··· THE DATA ···

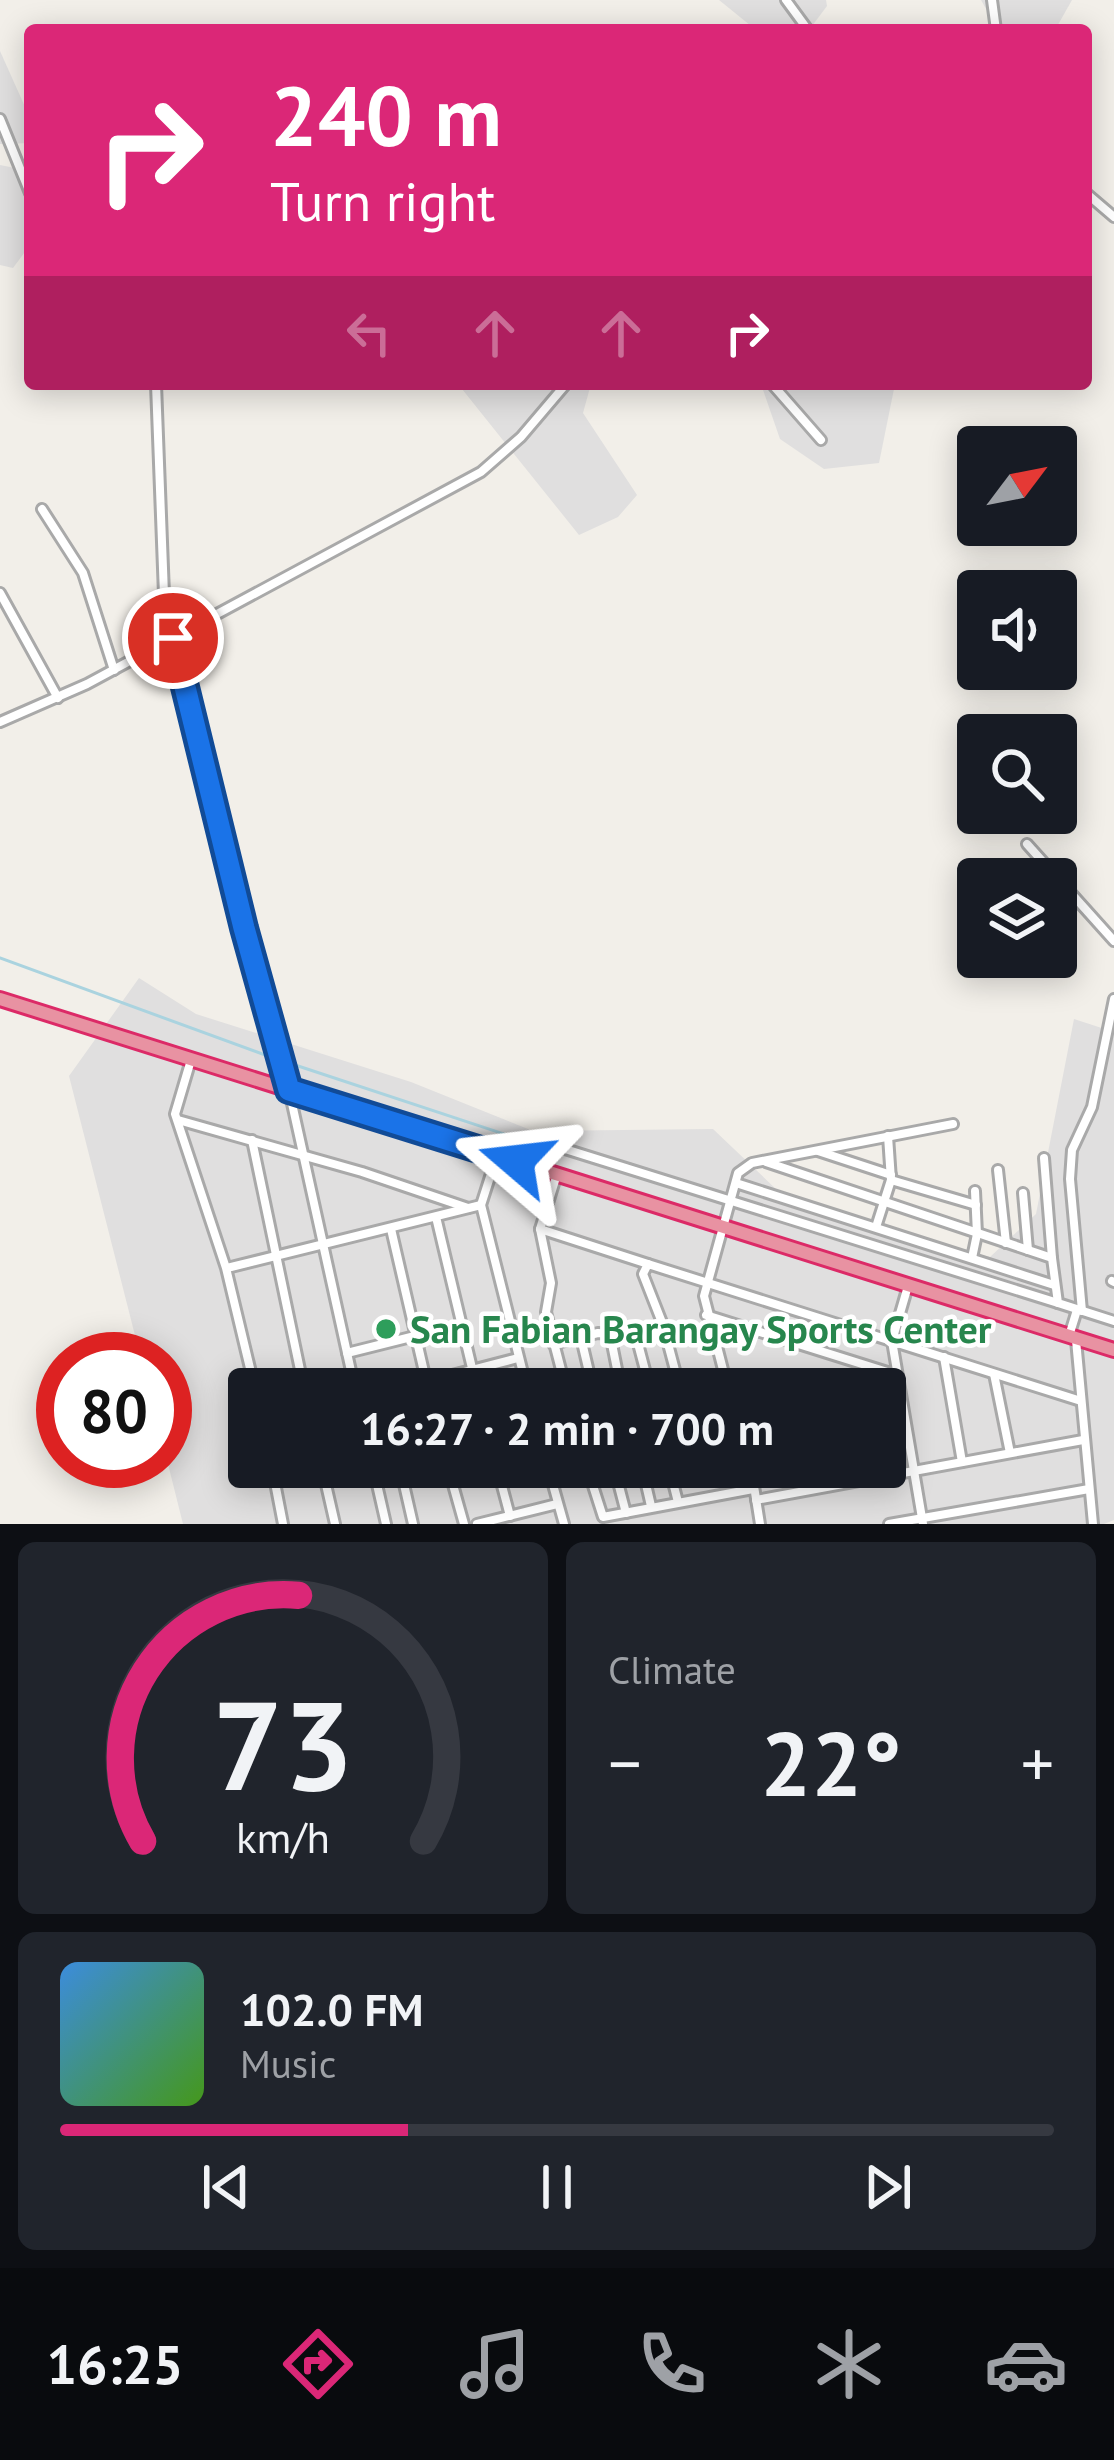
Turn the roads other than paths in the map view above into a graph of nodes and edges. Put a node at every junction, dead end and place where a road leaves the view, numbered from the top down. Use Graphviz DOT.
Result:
graph roads {
  1 [pos="0,119"];
  2 [pos="24,179"];
  3 [pos="156,390"];
  4 [pos="555,390"];
  5 [pos="561,390"];
  6 [pos="777,390"];
  7 [pos="558,394"];
  8 [pos="821,440"];
  9 [pos="42,509"];
  10 [pos="0,593"];
  11 [pos="173,638"];
  12 [pos="114,670"];
  13 [pos="58,698"];
  14 [pos="0,722"];
  15 [pos="1027,844"];
  16 [pos="1114,941"];
  17 [pos="0,999"];
  18 [pos="1114,999"];
  19 [pos="191,1060"];
  20 [pos="289,1090"];
  21 [pos="177,1119"];
  22 [pos="953,1124"];
  23 [pos="887,1136"];
  24 [pos="252,1140"];
  25 [pos="817,1151"];
  26 [pos="497,1155"];
  27 [pos="304,1156"];
  28 [pos="1044,1158"];
  29 [pos="516,1161"];
  30 [pos="763,1161"];
  31 [pos="998,1170"];
  32 [pos="557,1174"];
  33 [pos="891,1177"];
  34 [pos="735,1183"];
  35 [pos="976,1191"];
  36 [pos="1023,1193"];
  37 [pos="730,1200"];
  38 [pos="884,1203"];
  39 [pos="482,1205"];
  40 [pos="976,1205"];
  41 [pos="469,1208"];
  42 [pos="436,1216"];
  43 [pos="724,1227"];
  44 [pos="876,1227"];
  45 [pos="391,1229"];
  46 [pos="540,1229"];
  47 [pos="977,1234"];
  48 [pos="1006,1243"];
  49 [pos="324,1247"];
  50 [pos="1028,1250"];
  51 [pos="274,1257"];
  52 [pos="972,1258"];
  53 [pos="1052,1258"];
  54 [pos="648,1264"];
  55 [pos="226,1268"];
  56 [pos="706,1284"];
  57 [pos="909,1285"];
  58 [pos="1054,1285"];
  59 [pos="1058,1303"];
  60 [pos="1080,1310"];
  61 [pos="706,1315"];
  62 [pos="1114,1321"];
  63 [pos="663,1324"];
  64 [pos="639,1331"];
  65 [pos="610,1334"];
  66 [pos="415,1336"];
  67 [pos="1072,1337"];
  68 [pos="580,1338"];
  69 [pos="892,1341"];
  70 [pos="554,1345"];
  71 [pos="1114,1350"];
  72 [pos="347,1353"];
  73 [pos="944,1357"];
  74 [pos="518,1358"];
  75 [pos="250,1368"];
  76 [pos="299,1368"];
  77 [pos="350,1368"];
  78 [pos="422,1368"];
  79 [pos="471,1368"];
  80 [pos="483,1368"];
  81 [pos="521,1368"];
  82 [pos="560,1368"];
  83 [pos="588,1368"];
  84 [pos="616,1368"];
  85 [pos="644,1368"];
  86 [pos="675,1368"];
  87 [pos="722,1368"];
  88 [pos="875,1368"];
  89 [pos="896,1368"];
  90 [pos="994,1373"];
  91 [pos="1081,1401"];
  92 [pos="906,1435"];
  93 [pos="1083,1440"];
  94 [pos="1010,1454"];
  95 [pos="962,1462"];
  96 [pos="913,1470"];
  97 [pos="276,1488"];
  98 [pos="326,1488"];
  99 [pos="378,1488"];
  100 [pos="405,1488"];
  101 [pos="454,1488"];
  102 [pos="503,1488"];
  103 [pos="553,1488"];
  104 [pos="592,1488"];
  105 [pos="619,1488"];
  106 [pos="647,1488"];
  107 [pos="675,1488"];
  108 [pos="754,1488"];
  109 [pos="1088,1489"];
  110 [pos="755,1494"];
  111 [pos="678,1502"];
  112 [pos="557,1504"];
  113 [pos="651,1507"];
  114 [pos="626,1513"];
  115 [pos="510,1516"];
  116 [pos="922,1521"];
  117 [pos="283,1524"];
  118 [pos="334,1524"];
  119 [pos="386,1524"];
  120 [pos="413,1524"];
  121 [pos="464,1524"];
  122 [pos="477,1524"];
  123 [pos="564,1524"];
  124 [pos="760,1524"];
  125 [pos="889,1524"];
  126 [pos="1093,1524"];
  1 -- 2 [label="street"];
  3 -- 11 [label="street"];
  4 -- 7 [label="street"];
  5 -- 7 [label="street"];
  6 -- 8 [label="street"];
  7 -- 11 [label="street"];
  9 -- 12 [label="street"];
  10 -- 13 [label="street"];
  11 -- 12 [label="street"];
  11 -- 20 [label="street"];
  12 -- 13 [label="street"];
  13 -- 14 [label="street"];
  15 -- 16 [label="street"];
  17 -- 19 [label="highway"];
  18 -- 60 [label="street"];
  19 -- 20 [label="highway"];
  19 -- 21 [label="street"];
  20 -- 26 [label="highway"];
  20 -- 27 [label="street"];
  21 -- 24 [label="street"];
  21 -- 55 [label="street"];
  22 -- 23 [label="street"];
  23 -- 25 [label="street"];
  23 -- 33 [label="street"];
  24 -- 27 [label="street"];
  24 -- 51 [label="street"];
  25 -- 30 [label="street"];
  25 -- 33 [label="street"];
  26 -- 29 [label="highway"];
  26 -- 39 [label="street"];
  27 -- 41 [label="street"];
  27 -- 49 [label="street"];
  28 -- 53 [label="street"];
  29 -- 32 [label="highway"];
  29 -- 37 [label="street"];
  30 -- 34 [label="street"];
  30 -- 38 [label="street"];
  31 -- 48 [label="street"];
  32 -- 43 [label="highway"];
  32 -- 46 [label="street"];
  33 -- 38 [label="street"];
  33 -- 40 [label="street"];
  34 -- 37 [label="street"];
  34 -- 44 [label="street"];
  35 -- 40 [label="street"];
  36 -- 50 [label="street"];
  37 -- 43 [label="street"];
  37 -- 59 [label="street"];
  38 -- 44 [label="street"];
  38 -- 47 [label="street"];
  39 -- 41 [label="street"];
  39 -- 74 [label="street"];
  40 -- 47 [label="street"];
  41 -- 42 [label="street"];
  42 -- 45 [label="street"];
  42 -- 79 [label="street"];
  43 -- 56 [label="street"];
  43 -- 57 [label="highway"];
  44 -- 52 [label="street"];
  45 -- 49 [label="street"];
  45 -- 66 [label="street"];
  46 -- 54 [label="street"];
  46 -- 70 [label="street"];
  47 -- 48 [label="street"];
  47 -- 52 [label="street"];
  48 -- 50 [label="street"];
  49 -- 51 [label="street"];
  49 -- 72 [label="street"];
  50 -- 53 [label="street"];
  51 -- 55 [label="street"];
  51 -- 76 [label="street"];
  52 -- 58 [label="street"];
  53 -- 58 [label="street"];
  54 -- 56 [label="street"];
  54 -- 63 [label="street"];
  55 -- 75 [label="street"];
  56 -- 61 [label="street"];
  56 -- 69 [label="street"];
  57 -- 67 [label="highway"];
  57 -- 69 [label="street"];
  58 -- 59 [label="street"];
  59 -- 60 [label="street"];
  60 -- 62 [label="street"];
  60 -- 67 [label="street"];
  61 -- 87 [label="street"];
  61 -- 88 [label="street"];
  63 -- 64 [label="street"];
  63 -- 86 [label="street"];
  64 -- 65 [label="street"];
  64 -- 85 [label="street"];
  65 -- 68 [label="street"];
  65 -- 84 [label="street"];
  66 -- 72 [label="street"];
  66 -- 78 [label="street"];
  67 -- 71 [label="highway"];
  67 -- 91 [label="street"];
  68 -- 70 [label="street"];
  68 -- 83 [label="street"];
  69 -- 73 [label="street"];
  69 -- 89 [label="street"];
  70 -- 82 [label="street"];
  72 -- 77 [label="street"];
  73 -- 90 [label="street"];
  73 -- 95 [label="street"];
  74 -- 80 [label="street"];
  74 -- 81 [label="street"];
  90 -- 91 [label="street"];
  90 -- 94 [label="street"];
  91 -- 93 [label="street"];
  92 -- 96 [label="street"];
  93 -- 94 [label="street"];
  93 -- 109 [label="street"];
  94 -- 95 [label="street"];
  95 -- 96 [label="street"];
  96 -- 110 [label="street"];
  96 -- 116 [label="street"];
  97 -- 117 [label="street"];
  98 -- 118 [label="street"];
  99 -- 119 [label="street"];
  100 -- 120 [label="street"];
  101 -- 121 [label="street"];
  102 -- 115 [label="street"];
  103 -- 112 [label="street"];
  104 -- 114 [label="street"];
  105 -- 114 [label="street"];
  106 -- 113 [label="street"];
  107 -- 111 [label="street"];
  108 -- 110 [label="street"];
  109 -- 116 [label="street"];
  109 -- 126 [label="street"];
  110 -- 111 [label="street"];
  110 -- 124 [label="street"];
  111 -- 113 [label="street"];
  112 -- 115 [label="street"];
  112 -- 123 [label="street"];
  113 -- 114 [label="street"];
  115 -- 122 [label="street"];
  116 -- 125 [label="street"];
}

···

WHAT YOU ARE ASKED TO DO:
Provide the number of lines in the records above containing the string "highway", and write nothing more.

SOLVED PROBLEM:
9